During these 16 days, the focus on ending online abuse forces an uncomfortable question. Why are women expected to manage risk while systems refuse to manage perpetrators. Women are told to lock accounts, change usernames, disappear from public debate, and absorb abuse as the price of participation. That is not protection. It is forced retreat. It shrinks civic space and silences voices that international law claims to value.
Platforms are not neutral. Algorithms amplify abuse because outrage drives engagement. Reporting systems are slow and often retraumatizing. Content that would be immediately recognized as criminal offline remains searchable, shareable, and monetized online. When states allow this to continue unchecked, they are not passive. They are complicit through omission.

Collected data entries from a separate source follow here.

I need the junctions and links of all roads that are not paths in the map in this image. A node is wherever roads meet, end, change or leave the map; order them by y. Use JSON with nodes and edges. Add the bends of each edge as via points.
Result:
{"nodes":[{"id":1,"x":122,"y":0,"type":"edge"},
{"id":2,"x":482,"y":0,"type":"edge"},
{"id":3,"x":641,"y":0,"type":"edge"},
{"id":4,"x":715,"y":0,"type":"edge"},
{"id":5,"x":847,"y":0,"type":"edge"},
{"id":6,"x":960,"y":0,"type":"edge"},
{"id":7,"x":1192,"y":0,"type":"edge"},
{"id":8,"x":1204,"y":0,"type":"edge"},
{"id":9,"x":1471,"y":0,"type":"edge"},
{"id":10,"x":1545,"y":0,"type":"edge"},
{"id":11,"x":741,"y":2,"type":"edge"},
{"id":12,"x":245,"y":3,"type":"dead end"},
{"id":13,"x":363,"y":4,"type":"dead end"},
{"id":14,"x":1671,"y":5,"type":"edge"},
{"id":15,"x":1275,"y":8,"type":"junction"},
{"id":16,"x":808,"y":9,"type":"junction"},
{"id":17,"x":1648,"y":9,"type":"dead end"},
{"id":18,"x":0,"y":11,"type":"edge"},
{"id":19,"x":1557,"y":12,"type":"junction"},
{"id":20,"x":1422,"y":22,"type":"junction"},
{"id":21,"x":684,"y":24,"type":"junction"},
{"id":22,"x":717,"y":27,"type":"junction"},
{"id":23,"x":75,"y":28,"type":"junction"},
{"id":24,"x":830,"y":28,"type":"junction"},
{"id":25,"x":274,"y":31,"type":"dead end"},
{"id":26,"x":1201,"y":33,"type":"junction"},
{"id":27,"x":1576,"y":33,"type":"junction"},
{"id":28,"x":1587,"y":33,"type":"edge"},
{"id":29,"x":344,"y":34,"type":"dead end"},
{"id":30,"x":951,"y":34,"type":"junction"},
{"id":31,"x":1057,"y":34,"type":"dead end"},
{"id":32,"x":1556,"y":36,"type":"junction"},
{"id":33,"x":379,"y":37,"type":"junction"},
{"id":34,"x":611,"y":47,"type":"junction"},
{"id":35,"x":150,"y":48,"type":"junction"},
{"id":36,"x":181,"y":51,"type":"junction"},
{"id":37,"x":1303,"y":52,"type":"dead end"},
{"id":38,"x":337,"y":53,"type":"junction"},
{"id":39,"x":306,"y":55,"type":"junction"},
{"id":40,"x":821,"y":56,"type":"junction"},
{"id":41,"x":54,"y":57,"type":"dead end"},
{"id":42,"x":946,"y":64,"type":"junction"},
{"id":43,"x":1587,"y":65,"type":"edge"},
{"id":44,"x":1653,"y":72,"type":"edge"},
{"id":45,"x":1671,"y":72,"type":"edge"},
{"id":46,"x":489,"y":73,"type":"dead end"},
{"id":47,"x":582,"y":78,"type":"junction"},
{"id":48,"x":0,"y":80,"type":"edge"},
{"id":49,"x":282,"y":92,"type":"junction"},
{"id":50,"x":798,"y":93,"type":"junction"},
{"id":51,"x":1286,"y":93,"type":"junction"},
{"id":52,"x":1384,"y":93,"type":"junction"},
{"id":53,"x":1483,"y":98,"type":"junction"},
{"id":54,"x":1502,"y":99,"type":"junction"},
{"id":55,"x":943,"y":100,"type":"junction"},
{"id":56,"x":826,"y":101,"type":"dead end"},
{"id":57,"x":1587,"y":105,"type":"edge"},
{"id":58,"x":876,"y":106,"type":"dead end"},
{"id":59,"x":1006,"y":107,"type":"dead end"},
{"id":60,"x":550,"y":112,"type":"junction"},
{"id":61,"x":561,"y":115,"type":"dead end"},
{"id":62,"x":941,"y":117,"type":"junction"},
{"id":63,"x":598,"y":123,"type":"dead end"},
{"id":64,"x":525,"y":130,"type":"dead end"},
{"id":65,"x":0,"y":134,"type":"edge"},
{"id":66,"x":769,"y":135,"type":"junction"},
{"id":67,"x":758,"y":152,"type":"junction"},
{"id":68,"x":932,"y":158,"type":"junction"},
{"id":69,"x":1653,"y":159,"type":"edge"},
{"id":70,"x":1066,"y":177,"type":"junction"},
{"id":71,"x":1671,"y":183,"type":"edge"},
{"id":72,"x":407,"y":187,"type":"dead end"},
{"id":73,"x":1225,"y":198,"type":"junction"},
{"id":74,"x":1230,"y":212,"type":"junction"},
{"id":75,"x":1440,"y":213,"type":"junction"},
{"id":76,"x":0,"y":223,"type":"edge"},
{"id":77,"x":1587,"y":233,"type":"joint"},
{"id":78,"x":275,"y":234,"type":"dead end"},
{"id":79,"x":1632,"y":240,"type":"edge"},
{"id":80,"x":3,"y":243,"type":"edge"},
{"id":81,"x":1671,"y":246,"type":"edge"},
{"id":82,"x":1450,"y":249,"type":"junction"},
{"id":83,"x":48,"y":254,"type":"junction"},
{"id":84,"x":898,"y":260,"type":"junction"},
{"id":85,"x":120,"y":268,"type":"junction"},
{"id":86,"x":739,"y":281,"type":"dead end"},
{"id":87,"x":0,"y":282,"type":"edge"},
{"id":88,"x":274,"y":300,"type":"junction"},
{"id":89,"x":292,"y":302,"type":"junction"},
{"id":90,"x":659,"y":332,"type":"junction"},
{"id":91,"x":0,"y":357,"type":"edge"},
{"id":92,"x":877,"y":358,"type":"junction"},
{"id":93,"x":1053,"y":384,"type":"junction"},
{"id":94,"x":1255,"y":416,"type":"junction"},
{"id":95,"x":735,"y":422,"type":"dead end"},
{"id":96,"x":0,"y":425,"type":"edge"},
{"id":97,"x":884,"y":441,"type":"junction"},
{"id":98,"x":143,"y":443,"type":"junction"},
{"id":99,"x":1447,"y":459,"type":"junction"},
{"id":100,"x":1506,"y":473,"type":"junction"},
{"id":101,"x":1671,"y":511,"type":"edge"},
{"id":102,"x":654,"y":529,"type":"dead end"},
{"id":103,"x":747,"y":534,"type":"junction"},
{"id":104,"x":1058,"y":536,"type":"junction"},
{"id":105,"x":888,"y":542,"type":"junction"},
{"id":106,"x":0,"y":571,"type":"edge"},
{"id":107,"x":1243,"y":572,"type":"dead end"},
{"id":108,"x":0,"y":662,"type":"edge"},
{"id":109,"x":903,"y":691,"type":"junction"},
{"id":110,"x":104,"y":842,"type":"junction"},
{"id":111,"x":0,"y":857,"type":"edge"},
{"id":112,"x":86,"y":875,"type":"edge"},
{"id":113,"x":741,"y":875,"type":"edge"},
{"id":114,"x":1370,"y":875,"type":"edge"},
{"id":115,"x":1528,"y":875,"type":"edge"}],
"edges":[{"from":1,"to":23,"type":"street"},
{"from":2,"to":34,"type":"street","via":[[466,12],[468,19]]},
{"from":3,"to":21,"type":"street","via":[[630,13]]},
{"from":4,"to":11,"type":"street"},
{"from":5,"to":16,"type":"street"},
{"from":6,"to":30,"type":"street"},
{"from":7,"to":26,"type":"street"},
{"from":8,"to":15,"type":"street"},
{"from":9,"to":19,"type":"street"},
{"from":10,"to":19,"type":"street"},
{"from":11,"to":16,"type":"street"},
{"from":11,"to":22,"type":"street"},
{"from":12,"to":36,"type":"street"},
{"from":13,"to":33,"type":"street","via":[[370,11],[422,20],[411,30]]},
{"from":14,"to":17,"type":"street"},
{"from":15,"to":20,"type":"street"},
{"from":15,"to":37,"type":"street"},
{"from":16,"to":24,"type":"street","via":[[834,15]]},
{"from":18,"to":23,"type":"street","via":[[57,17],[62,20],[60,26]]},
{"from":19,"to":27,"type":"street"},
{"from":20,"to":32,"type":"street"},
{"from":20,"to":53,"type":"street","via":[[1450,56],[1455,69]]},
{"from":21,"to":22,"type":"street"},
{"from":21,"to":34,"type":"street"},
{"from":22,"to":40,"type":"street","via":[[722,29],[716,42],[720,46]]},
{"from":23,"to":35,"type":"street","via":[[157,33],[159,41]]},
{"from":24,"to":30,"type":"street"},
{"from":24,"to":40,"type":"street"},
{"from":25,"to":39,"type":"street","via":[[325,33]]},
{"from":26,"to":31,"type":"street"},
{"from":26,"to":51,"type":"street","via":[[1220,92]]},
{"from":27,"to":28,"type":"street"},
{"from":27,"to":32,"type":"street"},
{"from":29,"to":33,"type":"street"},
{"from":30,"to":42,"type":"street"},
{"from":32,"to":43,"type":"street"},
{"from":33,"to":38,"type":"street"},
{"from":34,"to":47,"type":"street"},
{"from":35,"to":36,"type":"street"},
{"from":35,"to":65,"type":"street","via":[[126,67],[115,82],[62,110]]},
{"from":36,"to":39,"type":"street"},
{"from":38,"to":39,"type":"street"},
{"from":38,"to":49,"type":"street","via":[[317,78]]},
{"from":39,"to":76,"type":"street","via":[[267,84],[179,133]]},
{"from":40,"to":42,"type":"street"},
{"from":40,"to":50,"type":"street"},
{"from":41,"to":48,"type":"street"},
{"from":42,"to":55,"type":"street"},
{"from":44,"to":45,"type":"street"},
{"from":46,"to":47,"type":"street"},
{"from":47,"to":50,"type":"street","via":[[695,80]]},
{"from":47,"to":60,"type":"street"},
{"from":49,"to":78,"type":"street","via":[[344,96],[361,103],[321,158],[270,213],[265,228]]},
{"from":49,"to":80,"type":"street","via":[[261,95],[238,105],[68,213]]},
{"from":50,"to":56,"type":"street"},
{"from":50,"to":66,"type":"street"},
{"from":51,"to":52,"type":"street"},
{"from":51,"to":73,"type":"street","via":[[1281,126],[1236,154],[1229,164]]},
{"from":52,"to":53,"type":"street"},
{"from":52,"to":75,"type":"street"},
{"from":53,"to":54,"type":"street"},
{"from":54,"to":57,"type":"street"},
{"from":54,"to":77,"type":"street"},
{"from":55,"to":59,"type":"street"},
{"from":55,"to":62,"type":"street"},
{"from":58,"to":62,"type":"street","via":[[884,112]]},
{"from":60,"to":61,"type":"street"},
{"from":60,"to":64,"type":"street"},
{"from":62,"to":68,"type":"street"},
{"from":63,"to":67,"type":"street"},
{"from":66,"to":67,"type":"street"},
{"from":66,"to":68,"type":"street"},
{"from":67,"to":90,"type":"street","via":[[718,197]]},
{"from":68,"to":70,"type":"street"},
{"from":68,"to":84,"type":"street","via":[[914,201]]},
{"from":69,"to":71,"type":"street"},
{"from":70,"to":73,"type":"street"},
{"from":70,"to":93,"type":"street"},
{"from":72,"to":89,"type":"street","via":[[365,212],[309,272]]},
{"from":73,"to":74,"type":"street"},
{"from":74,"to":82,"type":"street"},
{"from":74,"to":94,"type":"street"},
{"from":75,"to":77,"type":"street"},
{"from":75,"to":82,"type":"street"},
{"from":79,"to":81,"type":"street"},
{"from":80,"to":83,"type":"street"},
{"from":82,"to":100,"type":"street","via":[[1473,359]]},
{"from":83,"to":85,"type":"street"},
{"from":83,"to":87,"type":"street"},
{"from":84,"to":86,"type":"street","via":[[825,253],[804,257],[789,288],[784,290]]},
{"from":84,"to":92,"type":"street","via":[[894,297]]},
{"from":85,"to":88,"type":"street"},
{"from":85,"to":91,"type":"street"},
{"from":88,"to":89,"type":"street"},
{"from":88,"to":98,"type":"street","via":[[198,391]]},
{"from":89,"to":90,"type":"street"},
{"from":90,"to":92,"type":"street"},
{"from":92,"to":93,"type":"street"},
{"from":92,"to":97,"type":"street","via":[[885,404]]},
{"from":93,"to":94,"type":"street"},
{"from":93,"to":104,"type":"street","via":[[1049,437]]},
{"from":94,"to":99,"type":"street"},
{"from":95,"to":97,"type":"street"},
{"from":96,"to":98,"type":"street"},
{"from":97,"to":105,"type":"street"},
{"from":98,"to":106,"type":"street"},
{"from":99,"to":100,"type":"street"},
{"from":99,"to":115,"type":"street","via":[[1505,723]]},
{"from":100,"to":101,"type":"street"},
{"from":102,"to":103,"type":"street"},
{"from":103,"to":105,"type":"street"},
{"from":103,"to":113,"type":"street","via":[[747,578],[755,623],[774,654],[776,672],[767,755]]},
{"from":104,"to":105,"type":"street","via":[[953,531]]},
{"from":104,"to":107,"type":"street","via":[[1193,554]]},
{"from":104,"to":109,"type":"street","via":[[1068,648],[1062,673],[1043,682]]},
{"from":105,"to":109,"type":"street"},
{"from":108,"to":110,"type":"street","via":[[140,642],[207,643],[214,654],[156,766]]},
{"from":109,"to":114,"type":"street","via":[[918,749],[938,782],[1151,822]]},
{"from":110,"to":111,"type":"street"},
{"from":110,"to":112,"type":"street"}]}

Ending digital abuse requires concrete measures. Clear criminalization of severe online gender-based violence. Fast removal mechanisms with due process that do not depend on virality. Platform accountability regimes that treat harm as a measurable outcome, not a public relations issue. Survivor-centered reporting systems linked to psychological support, not just takedown forms. Training for judges, prosecutors, and law enforcement so online violence is neither minimized nor misunderstood.
Mental health cannot remain an afterthought. The harm does not end when content is deleted, if it is deleted at all. Trauma lingers. Careers are derailed. Isolation deepens. Recovery requires access to care, recognition of harm, and legal outcomes that affirm what happened mattered.
Participating in this campaign is not about slogans. It is about insisting that the law catch up to reality. Digital spaces are public spaces. Violence committed there is public violence. Ending online abuse is not a niche issue. It is central to equality, participation, and human dignity in the digital age.
Accountability has a score. Silence does too. The measure of our commitment over these 16 days will not be how loudly we condemn abuse, but whether we are willing to build systems that stop it, punish it, and repair the damage it causes.